Le gamin jeta sur lui un regard triste.

— Je ne vous connais pas. Me connaissez-vous ? demanda de nouveau Alexey.

— Fichez-moi la paix ! répondit le gamin d’un air irrité, mais sans bouger de place, comme s’il attendait quelque chose, et de nouveau il le regarda en dessous.

— C’est bien, je m’en vais. Seulement je ne vous connais pas et je ne viens pas pour vous irriter. Ils m’ont bien dit le moyen de le faire, mais je ne veux pas m’en servir. Adieu.

— Moine en culottes ! s’écria le gamin sans quitter Alexey de ses yeux méchants et provocants.
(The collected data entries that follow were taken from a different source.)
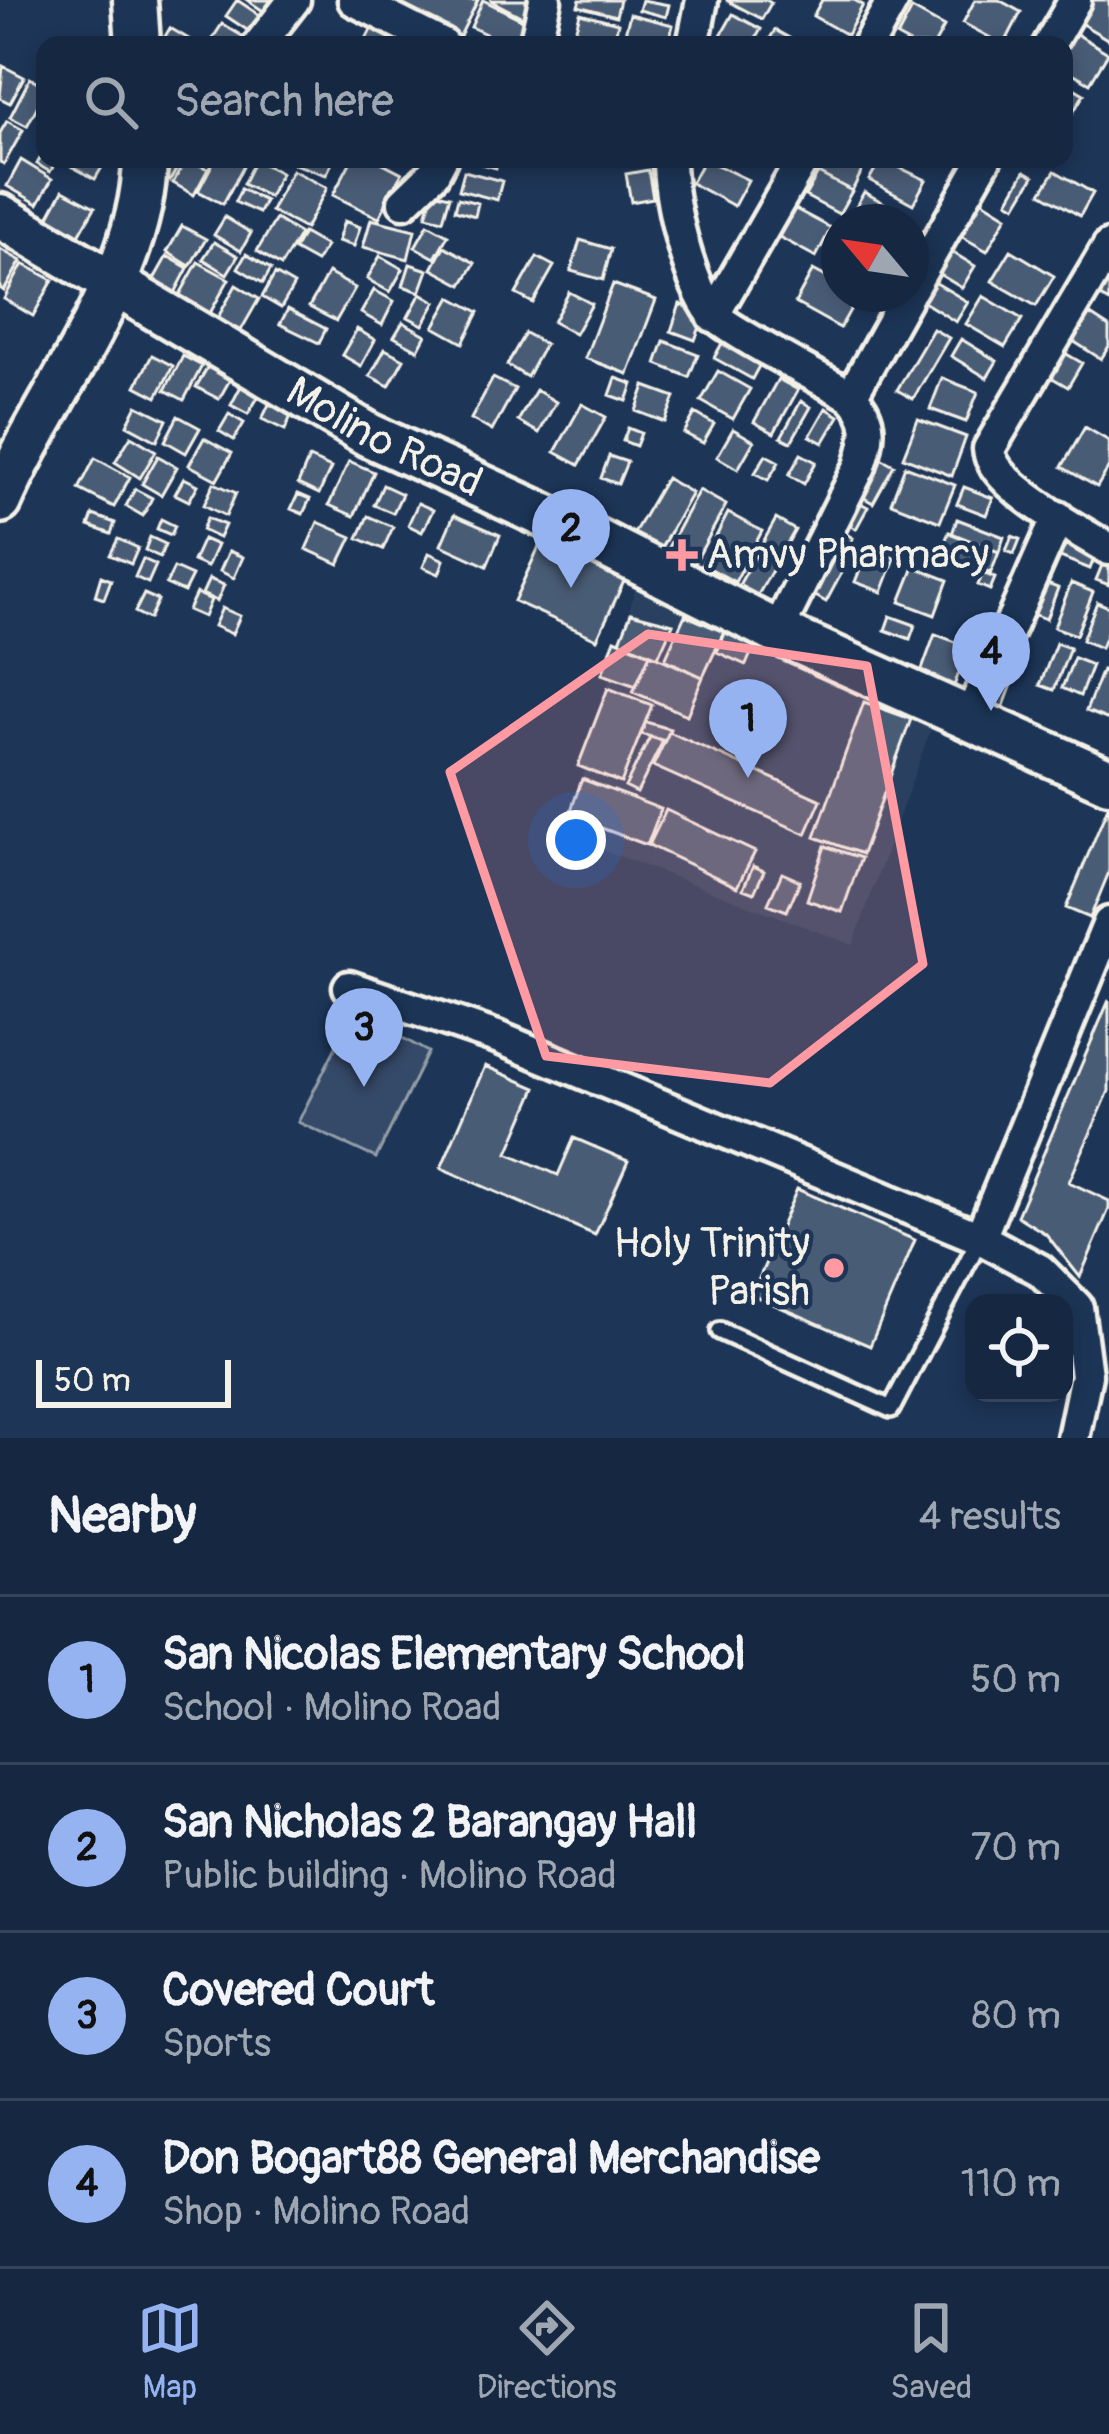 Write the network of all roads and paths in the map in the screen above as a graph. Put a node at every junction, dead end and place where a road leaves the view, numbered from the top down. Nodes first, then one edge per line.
1 (135, 0) edge
2 (294, 0) edge
3 (354, 0) edge
4 (545, 0) edge
5 (702, 0) edge
6 (893, 0) edge
7 (1075, 0) edge
8 (137, 36) edge
9 (266, 36) edge
10 (425, 36) edge
11 (537, 36) edge
12 (694, 36) edge
13 (873, 36) edge
14 (1054, 36) edge
15 (145, 168) edge
16 (436, 168) edge
17 (669, 168) edge
18 (798, 168) edge
19 (980, 168) edge
20 (404, 202) dead end
21 (0, 216) edge
22 (1109, 246) edge
23 (929, 258) edge
24 (112, 284) junction
25 (898, 312) edge
26 (713, 316) junction
27 (850, 396) junction
28 (0, 501) edge
29 (1058, 517) junction
30 (1109, 549) edge
31 (777, 632) junction
32 (969, 718) junction
33 (1109, 781) edge
34 (1109, 923) edge
35 (350, 987) dead end
36 (980, 1238) junction
37 (720, 1331) dead end
38 (1073, 1438) edge

1 - 8 main road
2 - 9 street
3 - 10 street
4 - 11 street
5 - 12 street
6 - 13 street
7 - 14 street
15 - 24 main road
16 - 20 street
17 - 26 street
18 - 26 street
19 - 23 street
21 - 24 main road, Molino Road
22 - 29 street
24 - 28 main road
24 - 31 main road, Molino Road
25 - 27 street
26 - 27 street
27 - 31 street
29 - 30 street
29 - 32 street
31 - 32 main road, Molino Road
32 - 33 main road, Molino Road
34 - 36 street
35 - 36 street
36 - 37 lane
36 - 38 street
Et il prit position, en prévision de ce qu’Alexey allait se jeter sur lui. Mais celui-ci se retourna, regarda encore le gamin et s’en alla.
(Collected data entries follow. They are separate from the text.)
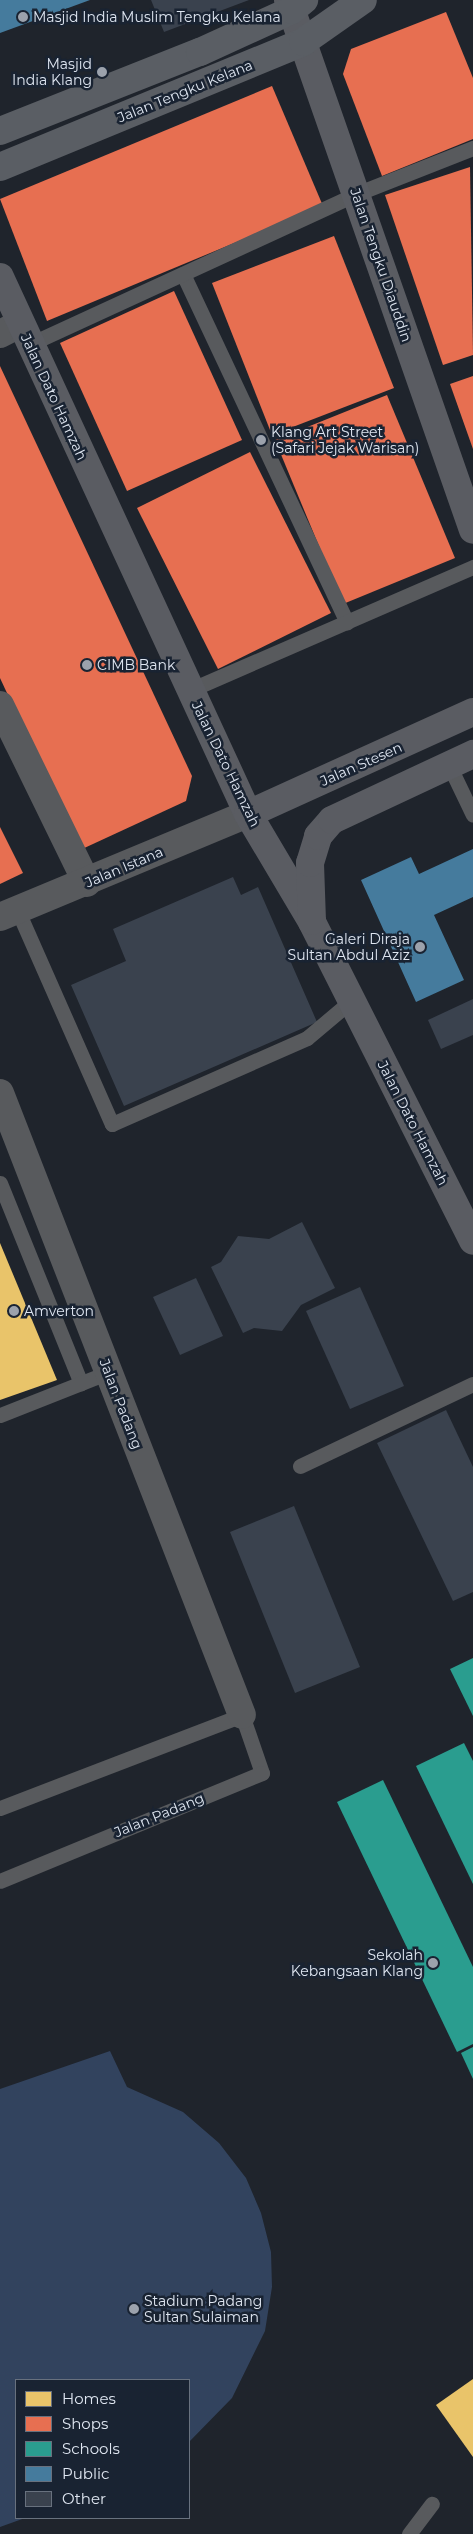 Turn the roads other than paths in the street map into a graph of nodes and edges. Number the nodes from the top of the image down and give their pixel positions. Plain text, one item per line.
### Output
1 (363, 0) edge
2 (295, 3) edge
3 (303, 42) junction
4 (0, 131) edge
5 (473, 148) edge
6 (0, 167) edge
7 (356, 194) junction
8 (183, 274) junction
9 (0, 277) edge
10 (17, 334) edge
11 (473, 530) edge
12 (473, 567) edge
13 (347, 622) junction
14 (190, 690) junction
15 (0, 705) edge
16 (473, 712) edge
17 (473, 754) edge
18 (449, 765) junction
19 (248, 814) junction
20 (473, 815) edge
21 (87, 883) junction
22 (8, 913) edge
23 (312, 922) junction
24 (351, 1001) junction
25 (0, 1093) edge
26 (0, 1183) edge
27 (473, 1241) edge
28 (109, 1372) junction
29 (81, 1383) junction
30 (473, 1384) edge
31 (0, 1416) edge
32 (300, 1466) dead end
33 (242, 1715) junction
34 (0, 1808) edge
35 (0, 1881) edge
36 (432, 2504) dead end
37 (409, 2534) edge

1 - 3 highway, Jalan Tengku Kelana
2 - 3 main road, Jalan Tengku Diauddin
2 - 4 highway
3 - 6 highway, Jalan Tengku Kelana
3 - 7 main road, Jalan Tengku Diauddin
5 - 7 lane
7 - 8 lane
7 - 11 main road, Jalan Tengku Diauddin
8 - 10 lane
8 - 13 lane
9 - 10 main road, Jalan Dato Hamzah
10 - 14 main road, Jalan Dato Hamzah
12 - 13 lane
13 - 14 lane
14 - 19 main road, Jalan Dato Hamzah
15 - 21 street
16 - 19 main road, Jalan Stesen
17 - 18 main road
18 - 20 lane
18 - 23 main road
19 - 21 street, Jalan Istana
19 - 23 main road, Jalan Dato Hamzah
21 - 22 street, Jalan Istana
22 - 24 lane
23 - 24 main road, Jalan Dato Hamzah
24 - 27 main road, Jalan Dato Hamzah
25 - 28 street, Jalan Padang
26 - 29 lane
28 - 29 lane
28 - 33 street, Jalan Padang
29 - 31 lane
30 - 32 lane
33 - 34 lane
33 - 35 lane, Jalan Padang
36 - 37 lane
À peine avait-il fait trois pas qu’il sentit une pierre l’atteindre fortement dans le dos.

— Alors c’est par derrière que vous attaquez. Ils m’ont donc dit la vérité en m’affirmant que vous frappiez par derrière, dit Alexey en se retournant.

Mais cette fois le gamin, furieux, lui envoya une seconde pierre droit au visage.
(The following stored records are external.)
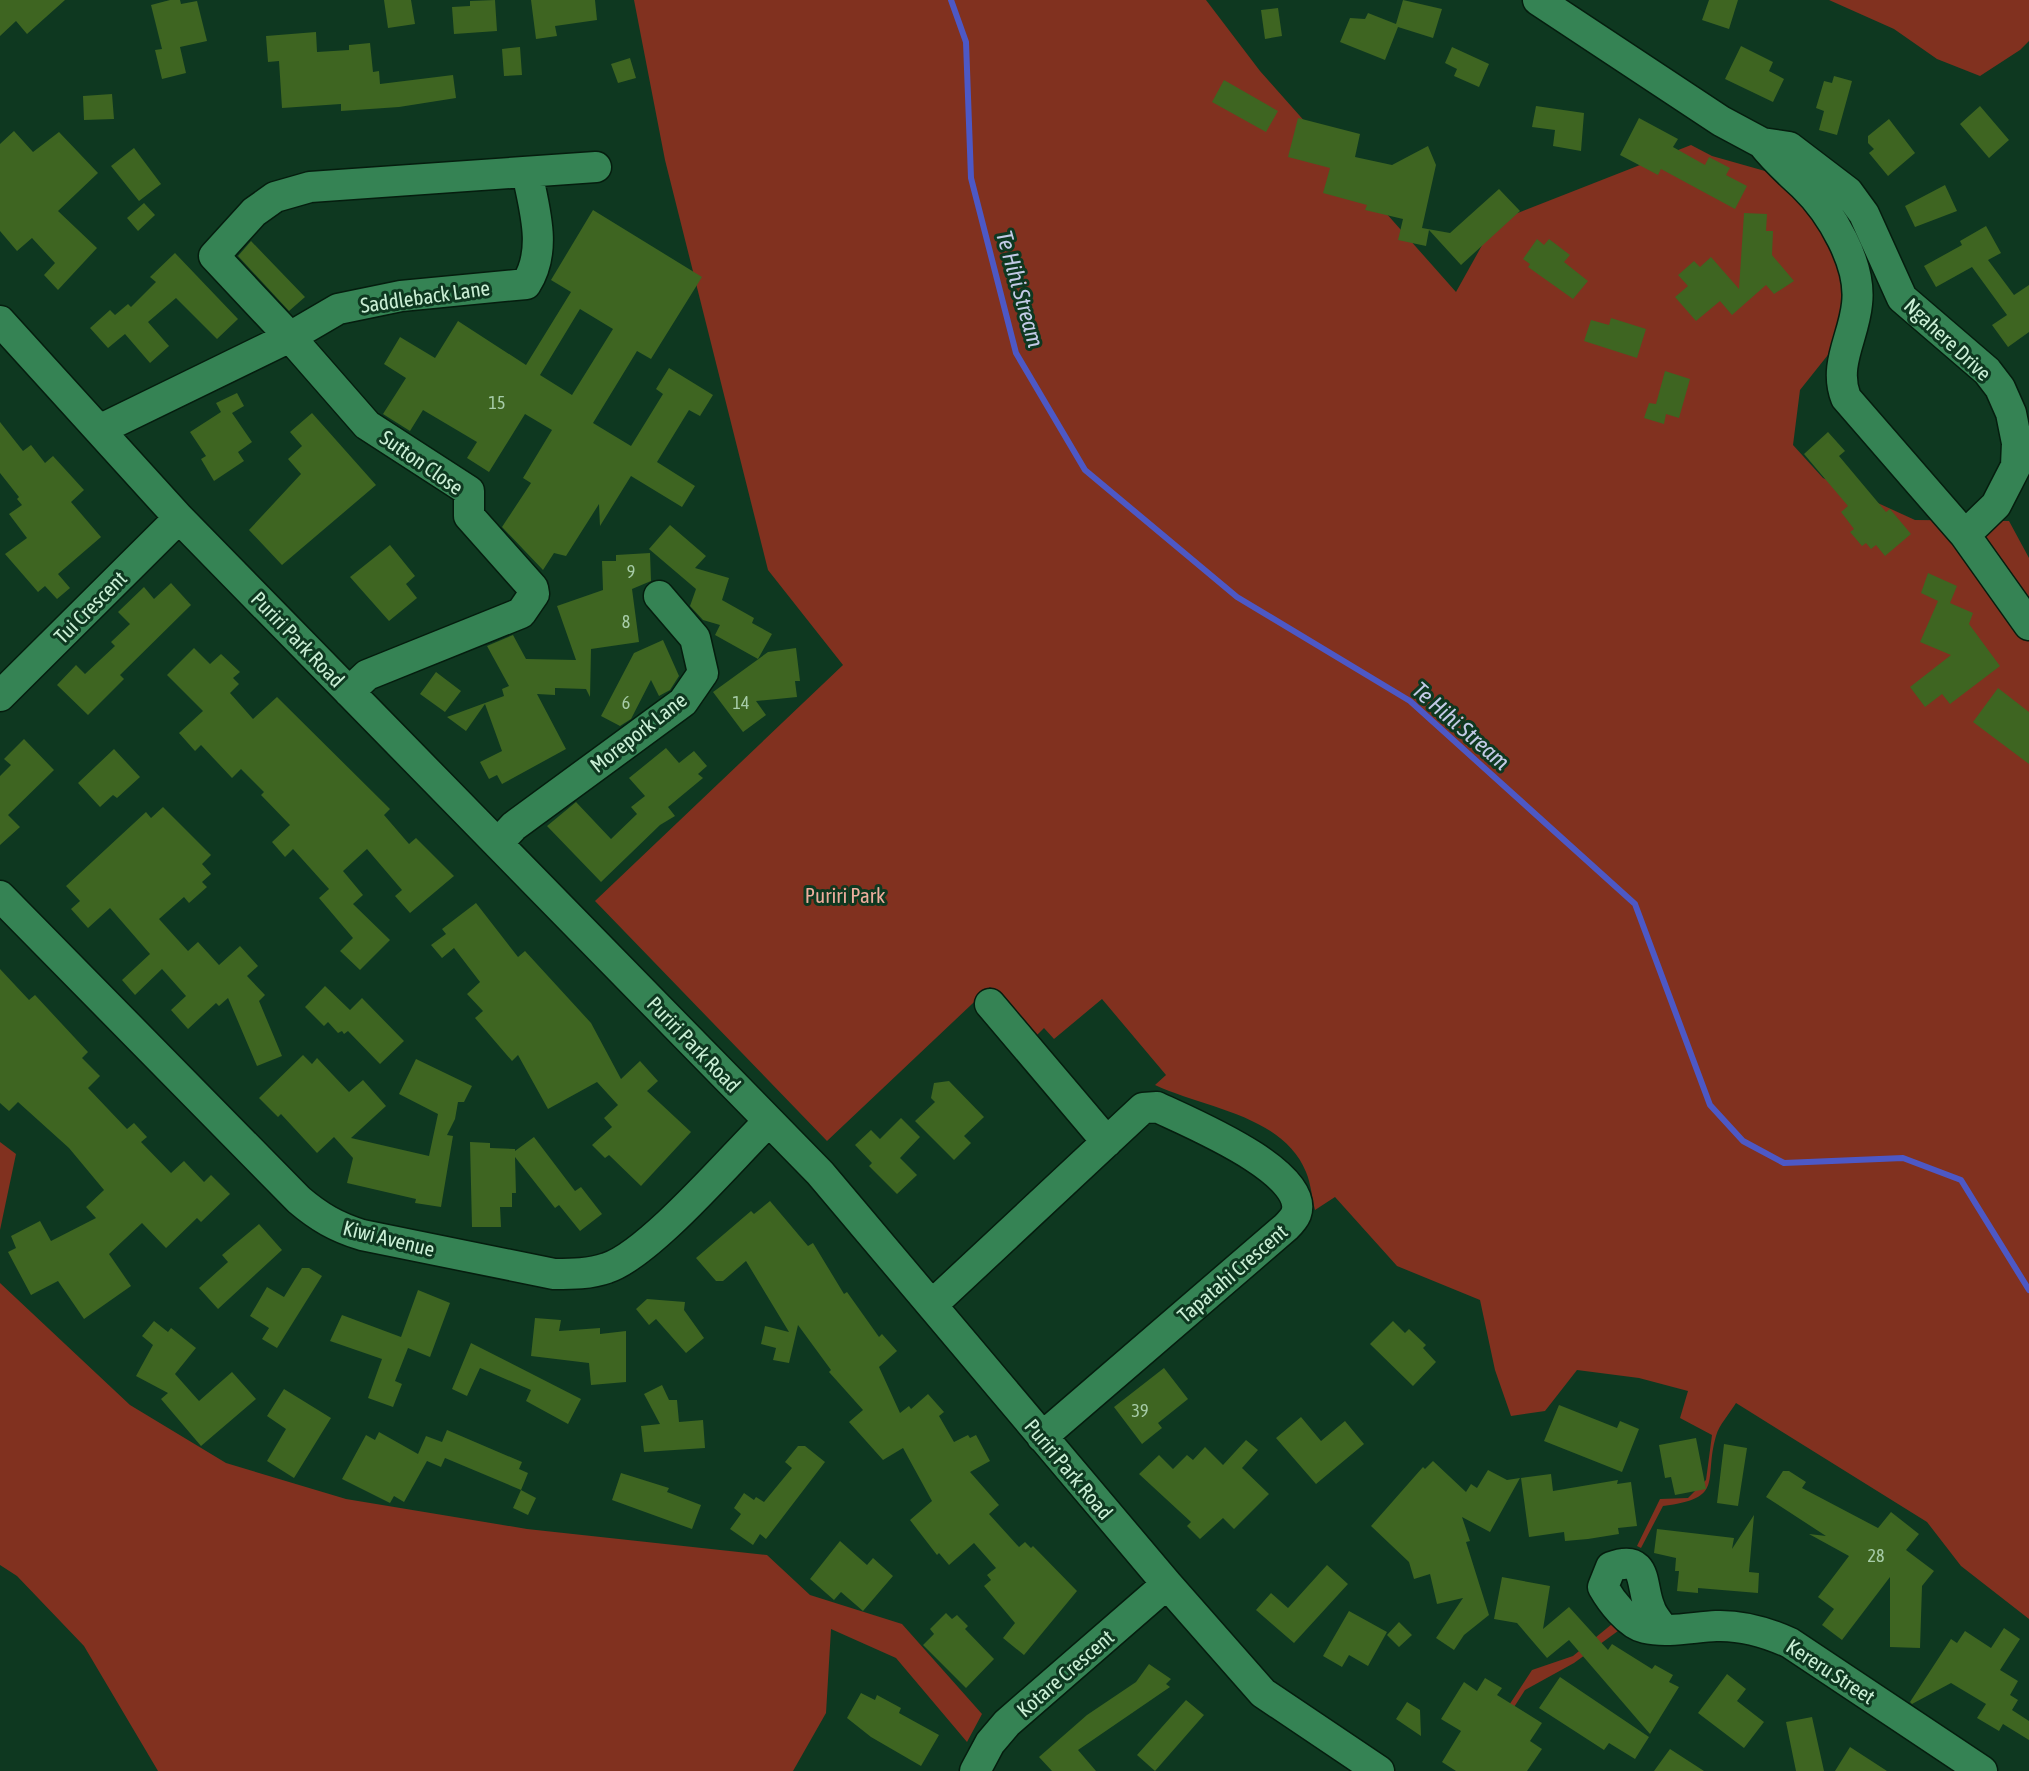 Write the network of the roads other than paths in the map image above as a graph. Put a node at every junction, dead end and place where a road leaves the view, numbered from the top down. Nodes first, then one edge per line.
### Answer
1 (1538, 0) edge
2 (1762, 143) junction
3 (596, 167) dead end
4 (527, 172) junction
5 (0, 321) edge
6 (290, 337) junction
7 (99, 430) junction
8 (179, 518) junction
9 (1965, 535) junction
10 (659, 596) dead end
11 (2029, 625) edge
12 (349, 692) junction
13 (0, 696) edge
14 (498, 843) junction
15 (0, 896) edge
16 (990, 1004) dead end
17 (769, 1121) junction
18 (1107, 1142) junction
19 (932, 1305) junction
20 (1042, 1437) junction
21 (1167, 1584) junction
22 (1662, 1628) dead end
23 (975, 1771) edge
24 (1379, 1771) edge
25 (1982, 1771) edge

1 - 2 street, Ngahere Drive
2 - 9 street, Ngahere Drive
2 - 9 street, Ngahere Drive
3 - 4 street
4 - 6 street, Saddleback Lane
4 - 6 street
5 - 7 street, Puriri Park Road
6 - 7 street
6 - 12 street, Sutton Close
7 - 8 street, Puriri Park Road
8 - 12 street, Puriri Park Road
8 - 13 street, Tui Crescent
9 - 11 street, Ngahere Drive
10 - 14 street, Morepork Lane
12 - 14 street, Puriri Park Road
14 - 17 street, Puriri Park Road
15 - 17 street, Kiwi Avenue
16 - 18 street
17 - 19 street, Puriri Park Road
18 - 19 street, Tapatahi Crescent
18 - 20 street, Tapatahi Crescent
19 - 20 street, Puriri Park Road
20 - 21 street, Puriri Park Road
21 - 23 street, Kotare Crescent
21 - 24 street, Puriri Park Road
22 - 25 street, Kereru Street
Alexey eut heureusement le temps de parer avec son bras et la pierre l’atteignit au coude.

— Vous n’avez donc pas honte ? Mais qu’est-ce que je vous ai fait ? s’écria-t-il.

Le gamin, toujours silencieux et provocant, s’attendait à ce qu’Alexey se fût jeté sur lui. Mais voyant qu’alors même il ne le faisait point, il fut pris d’une rage de bête fauve, bondit de sa place et se jeta sur Alexey si rapidement que ce dernier n’avait pas eu le temps de faire un mouvement avant que la gamin, baissant la tête et lui saisissant de ses deux mains la main gauche, lui eût pris le médium entre les dents. Il ne lâcha pas prise pendant près de dix secondes. Alexey poussa un cri de douleur en s’efforçant de dégager son doigt. Enfin le gamin le lâcha et revint se camper devant lui.

Le doigt d’Alexey était entamé profondément et jusqu’à l’os. Le sang avait jailli.

Le jeune homme prit son mouchoir et y enveloppa son doigt blessé, en le serrant fortement. Cette opération dura presque une minute pendant laquelle le gamin resta à la même place, attendant.

Enfin, Alexey jeta sur lui son doux regard.

— Allons, c’est bien, lui dit-il, vous voyez quel mal vous m’avez fait. Cela vous suffit, n’est-ce pas ? Dites-moi maintenant pourquoi vous m’en vouliez ?

Le gamin le regarda tout surpris.

— Bien que je ne vous connaisse pas du tout et que je vous voie pour la première fois, continua Alexey de sa voix tranquille, je ne puis croire que je ne vous aie rien fait, car vous ne vous seriez pas vengé de moi si cruellement. Dites-moi donc ce que j’ai fait et quelle est ma faute à votre égard ?

Au lieu de répondre, le gamin se mit à pleurer à haute voix et se sauva.

Alexey le suivit à pas lents dans la même direction, et longtemps encore, il vit le gamin courir au loin, sans se ralentir ni détourner la tête, et toujours en pleurant.

Il décida donc de le retrouver quand il en aurait le temps et de résoudre une énigme qui l’avait vivement frappé.

  1. Mot russe qui signifie brosse à frictionner.